Here is the link to the hummus recipe on my blog.
It will make a perfect dinner after a good workout. Or instead of a workout.
(I must admit it is still better after the workout ;))
Seriously, this combo is perfect!
Well, now I mean the tabbouleh salad with hummus and the flatbread 🙂
Are you ready for the recipe now?
I will be posting the flatbread below as well. Isn’t it a nice little bonus?!
Mediterranean Tabbouleh Salad
- 1 cup bulgur
- 1 cup boiling water
- 1 cup diced cucumbers
- 1 cup diced tomatoes
- 1 cup chopped parsley
- 1 cup chopped mint
- 1/2 cup chopped green onions
- 1/4 cup olive oil
- 2 tbsp fresh lemon juice
- salt-pepper to taste
- In a large bowl mix bulgur and water and let it stand until all water is absorbed (approx. 10 min)
- In the meantime whisk lemon juice with olive oil, salt, and pepper.

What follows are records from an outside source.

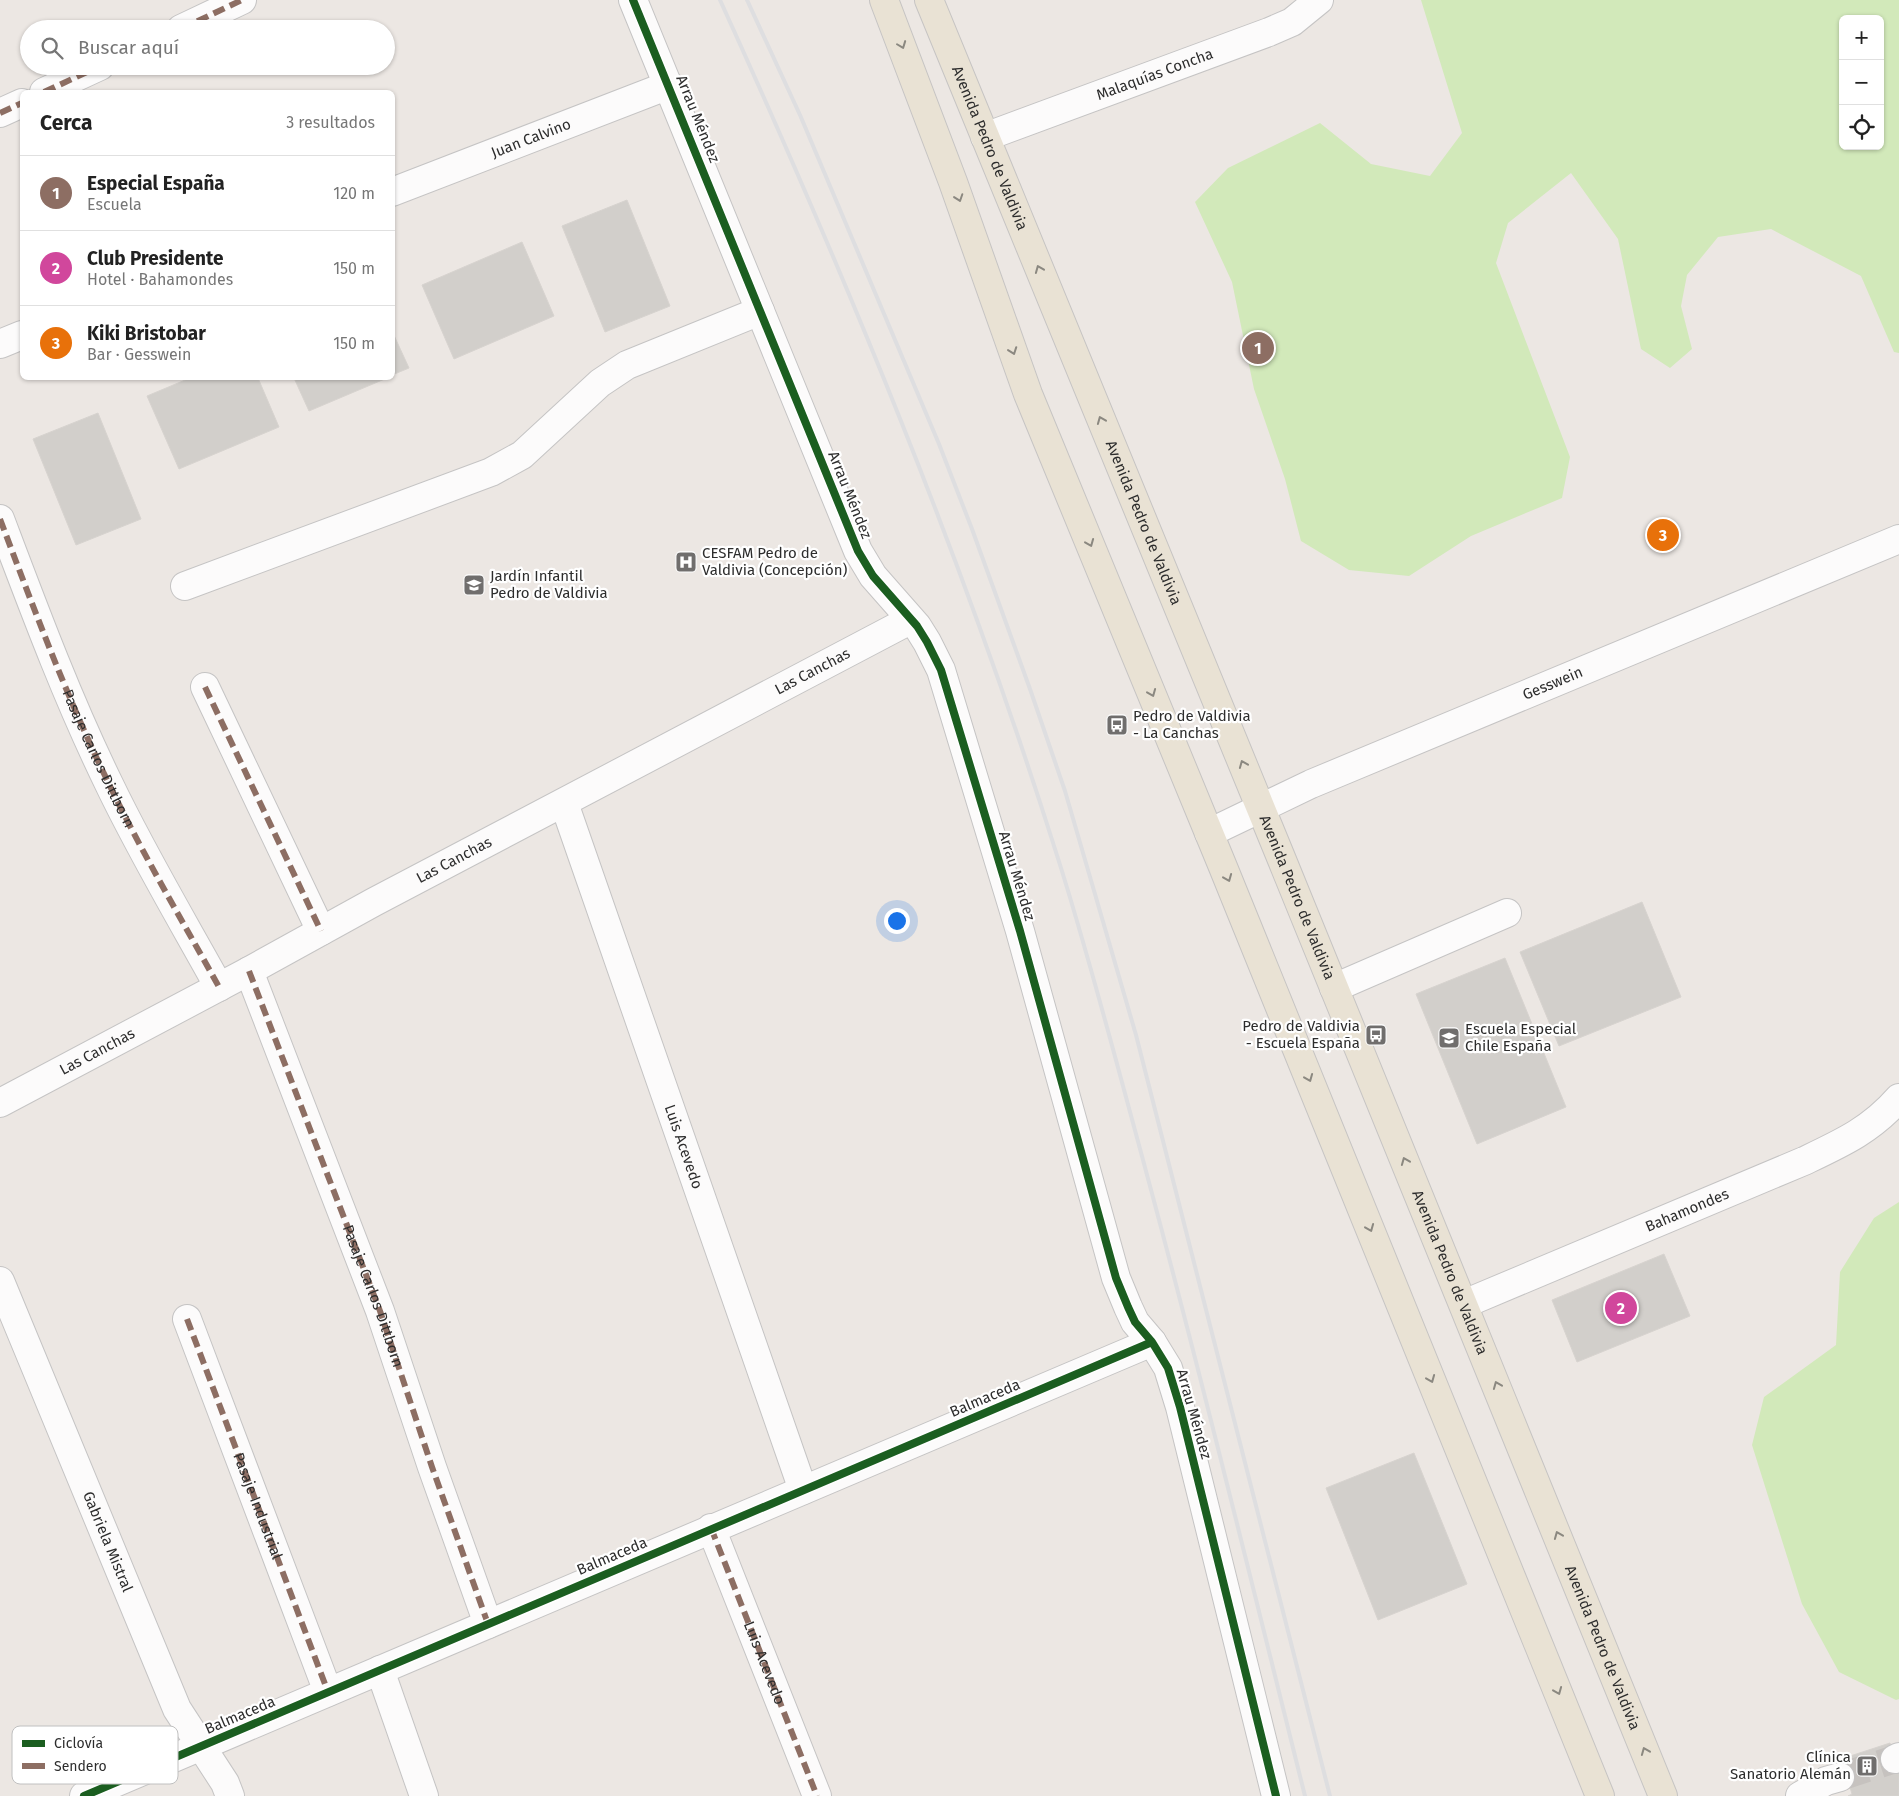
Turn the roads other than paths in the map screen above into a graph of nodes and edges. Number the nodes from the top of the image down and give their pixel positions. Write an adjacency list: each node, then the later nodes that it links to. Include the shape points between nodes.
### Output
1 (242, 0): 6 (street)
2 (634, 0): 8 (street, Arrau Méndez)
3 (884, 0): 24 (main road, one-way to 24, via 1028,394)
4 (929, 0): 12 (main road, Avenida Pedro de Valdivia)
5 (1319, 0): 12 (street, Malaquías Concha, via 1292,22 1269,32)
6 (199, 20)
7 (81, 75): 9 (street)
8 (669, 85): 13 (street, Juan Calvino); 14 (street, Arrau Méndez)
9 (48, 90)
10 (20, 104): 11 (street)
11 (0, 113)
12 (984, 137): 23 (main road, Avenida Pedro de Valdivia, one-way to 12)
13 (395, 191)
14 (760, 311): 19 (street, via 613,373 522,455 491,472); 20 (street, Arrau Méndez, via 858,551 873,576)
15 (20, 336): 16 (street)
16 (0, 344)
17 (0, 519): 28 (street, Pasaje Carlos Dittborn, via 60,676 109,784)
18 (1899, 540): 23 (street, Gesswein, via 1311,784)
19 (185, 586)
20 (910, 620): 22 (street, Las Canchas); 35 (street, Arrau Méndez, via 927,642 940,670 1020,931 1116,1278 1136,1322)
21 (205, 687): 26 (street)
22 (564, 803): 26 (street, Las Canchas); 36 (street, Luis Acevedo)
23 (1261, 809): 24 (street, Gesswein); 29 (main road, Avenida Pedro de Valdivia)
24 (1209, 833): 50 (main road, one-way to 50)
25 (1507, 913): 29 (street)
26 (322, 931): 27 (street, Las Canchas)
27 (249, 971): 28 (street, Las Canchas); 38 (street, Pasaje Carlos Dittborn, via 380,1310)
28 (219, 987): 31 (street, Las Canchas)
29 (1334, 988): 33 (main road, Avenida Pedro de Valdivia, one-way to 29)
30 (1899, 1098): 33 (street, Bahamondes, via 1866,1130 1835,1146)
31 (0, 1103)
32 (0, 1281): 41 (street, Gabriela Mistral, via 177,1710)
33 (1464, 1304): 51 (main road, Avenida Pedro de Valdivia, one-way to 33)
34 (187, 1319): 40 (street, Pasaje Industrial)
35 (1152, 1342): 36 (street, Balmaceda); 49 (street, Arrau Méndez, via 1168,1368 1180,1407)
36 (803, 1490): 37 (street, Balmaceda)
37 (711, 1528): 38 (street, Balmaceda); 48 (street, Luis Acevedo)
38 (488, 1624): 39 (street, Balmaceda)
39 (380, 1670): 40 (street, Balmaceda); 47 (street)
40 (328, 1692): 41 (street, Balmaceda)
41 (201, 1746): 42 (street, Balmaceda); 46 (street, Gabriela Mistral)
42 (178, 1756)
43 (1840, 1777): 52 (street)
44 (112, 1784): 45 (street, Balmaceda)
45 (84, 1796)
46 (230, 1796)
47 (424, 1796)
48 (817, 1796)
49 (1276, 1796)
50 (1600, 1796)
51 (1663, 1796)
52 (1800, 1796)

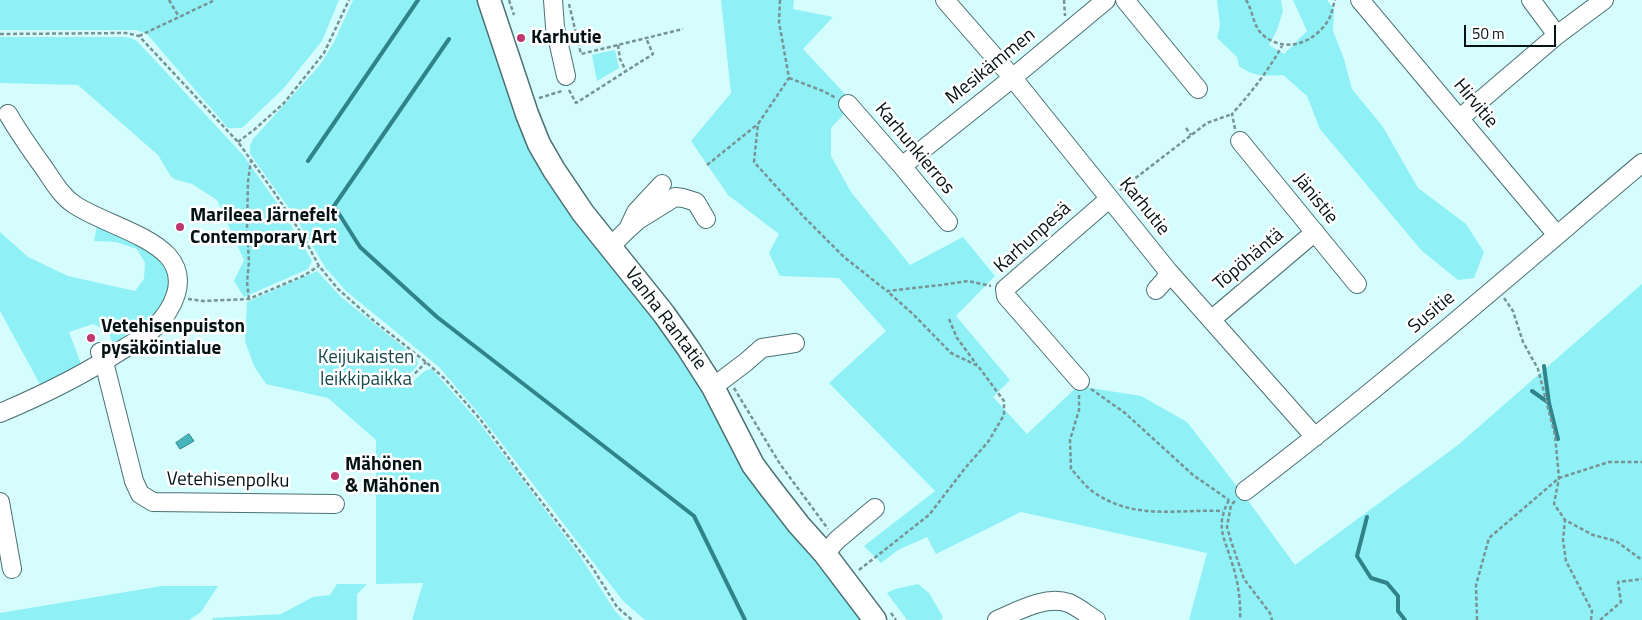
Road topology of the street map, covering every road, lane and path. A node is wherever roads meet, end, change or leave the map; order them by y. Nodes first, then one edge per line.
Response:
1 (170, 0) edge
2 (215, 0) edge
3 (349, 0) edge
4 (553, 0) edge
5 (567, 0) edge
6 (780, 0) edge
7 (945, 0) edge
8 (1064, 0) edge
9 (1106, 0) edge
10 (1125, 0) edge
11 (1246, 0) edge
12 (1334, 0) edge
13 (1360, 0) edge
14 (1531, 0) edge
15 (1604, 0) edge
16 (503, 1) edge
17 (179, 17) junction
18 (1064, 20) dead end
19 (683, 29) dead end
20 (0, 34) edge
21 (1557, 35) junction
22 (139, 36) junction
23 (646, 38) junction
24 (618, 45) junction
25 (1282, 46) junction
26 (626, 71) junction
27 (1012, 77) junction
28 (789, 78) junction
29 (567, 82) joint
30 (1198, 88) dead end
31 (537, 98) dead end
32 (576, 103) dead end
33 (848, 104) joint
34 (8, 114) dead end
35 (1232, 114) junction
36 (1460, 118) junction
37 (758, 124) junction
38 (1186, 128) dead end
39 (1191, 135) junction
40 (1240, 141) joint
41 (238, 142) junction
42 (251, 160) junction
43 (1642, 163) edge
44 (708, 165) dead end
45 (902, 166) junction
46 (662, 184) dead end
47 (1109, 198) junction
48 (706, 219) dead end
49 (948, 222) dead end
50 (628, 229) junction
51 (1314, 232) junction
52 (1557, 235) junction
53 (610, 247) junction
54 (319, 266) junction
55 (1168, 271) junction
56 (1357, 284) dead end
57 (1496, 287) junction
58 (1005, 290) junction
59 (1156, 290) dead end
60 (887, 291) junction
61 (175, 298) junction
62 (248, 299) junction
63 (949, 319) dead end
64 (1211, 320) junction
65 (795, 343) dead end
66 (101, 357) junction
67 (426, 362) junction
68 (978, 366) junction
69 (1080, 381) junction
70 (385, 383) dead end
71 (713, 386) junction
72 (0, 413) edge
73 (1314, 437) junction
74 (1642, 462) edge
75 (1559, 478) junction
76 (1244, 491) joint
77 (0, 502) edge
78 (335, 504) dead end
79 (874, 508) dead end
80 (1223, 511) junction
81 (1564, 520) junction
82 (825, 554) junction
83 (1642, 560) edge
84 (12, 569) dead end
85 (859, 570) dead end
86 (1642, 579) edge
87 (632, 620) edge
88 (875, 620) edge
89 (997, 620) edge
90 (1096, 620) edge
91 (1240, 620) edge
92 (1272, 620) edge
93 (1477, 620) edge
94 (1591, 620) edge
95 (1600, 620) edge

1 - 17 path
2 - 17 path
3 - 41 path
4 - 29 street
5 - 24 path
6 - 28 path
7 - 27 street, Karhutie
8 - 18 path
9 - 27 street, Mesikämmen
10 - 30 street
11 - 25 path
12 - 25 path
13 - 36 street, Hirvitie
14 - 21 street
15 - 21 street
16 - 53 main road, Vanha Rantatie
17 - 22 path
19 - 23 path
20 - 22 path
21 - 36 street
22 - 41 path
23 - 24 path
23 - 26 path
24 - 26 path
25 - 35 path
26 - 32 path
27 - 45 street, Mesikämmen
27 - 47 street, Karhutie
28 - 33 path
28 - 37 path
29 - 31 path
33 - 45 street, Karhunkierros
34 - 61 street
35 - 39 path
35 - 40 path
36 - 52 street, Hirvitie
37 - 44 path
37 - 60 path
38 - 39 path
39 - 47 path
40 - 51 street, Jänistie
41 - 42 path
42 - 54 path
42 - 62 path
43 - 52 street, Susitie
45 - 49 street, Karhunkierros
46 - 50 street
47 - 55 street, Karhutie
47 - 58 street, Karhunpesä
48 - 50 street
50 - 53 street
51 - 56 street, Jänistie
51 - 64 street, Töpöhäntä
52 - 57 street, Susitie
53 - 71 main road, Vanha Rantatie
54 - 62 path
54 - 67 path
55 - 59 street
55 - 64 street, Karhutie
57 - 73 street, Susitie
57 - 75 path
58 - 60 path
58 - 69 street, Karhunpesä
60 - 68 path
61 - 62 path
61 - 66 street
63 - 68 path
64 - 73 street, Karhutie
65 - 71 street
66 - 72 street
66 - 78 street, Vetehisenpolku
67 - 70 path
67 - 87 path
68 - 85 path
69 - 80 path
69 - 80 path
71 - 82 main road, Vanha Rantatie
73 - 76 street, Susitie
74 - 75 path
75 - 81 path
75 - 93 path
76 - 92 path
77 - 84 street
79 - 82 street
80 - 91 path
81 - 83 path
81 - 94 path
82 - 88 main road, Vanha Rantatie
86 - 95 path
89 - 90 street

- Add the veggies, herbs, and the oil mix to bulgur and mix. Serve right away or keep in a fridge for up to 2 days.
The Whole Wheat Flatbread Recipe
1 cup water
1 – 1 3/4 cups whole wheat flour
pinch of salt (we use the pink Himalayan salt)
Optional: 1 tsp of ground coriander and cumin mix, and 2 tbsp of vegetable oil (we like using avocado oil)
In the stand mixer (we have been using this one for many years, and it works great for us) mix 1 cup of water and 1 1/2 cup of whole wheat flour. The mixture should be soft to touch and just a bit sticky, as the regular bread dough.
Set the dough aside for about 10 – 15 minutes.
Divide the dough into 2 parts.
Turn on the heat under your pan to high.
On the clean table spread half of the leftover flour and roll out each part of the dough to the diameter of your frying pan. Cook the flatbread for 1 – 2 minutes on each side. Make sure to not burn it.
Please note: bulgur is made of wheat.
Therefore, this is not a gluten-free salad. For a gluten-free option, you can substitute quinoa for bulgur. That will add even more protein to the dish 🙂
What do you think? Are you going to try it?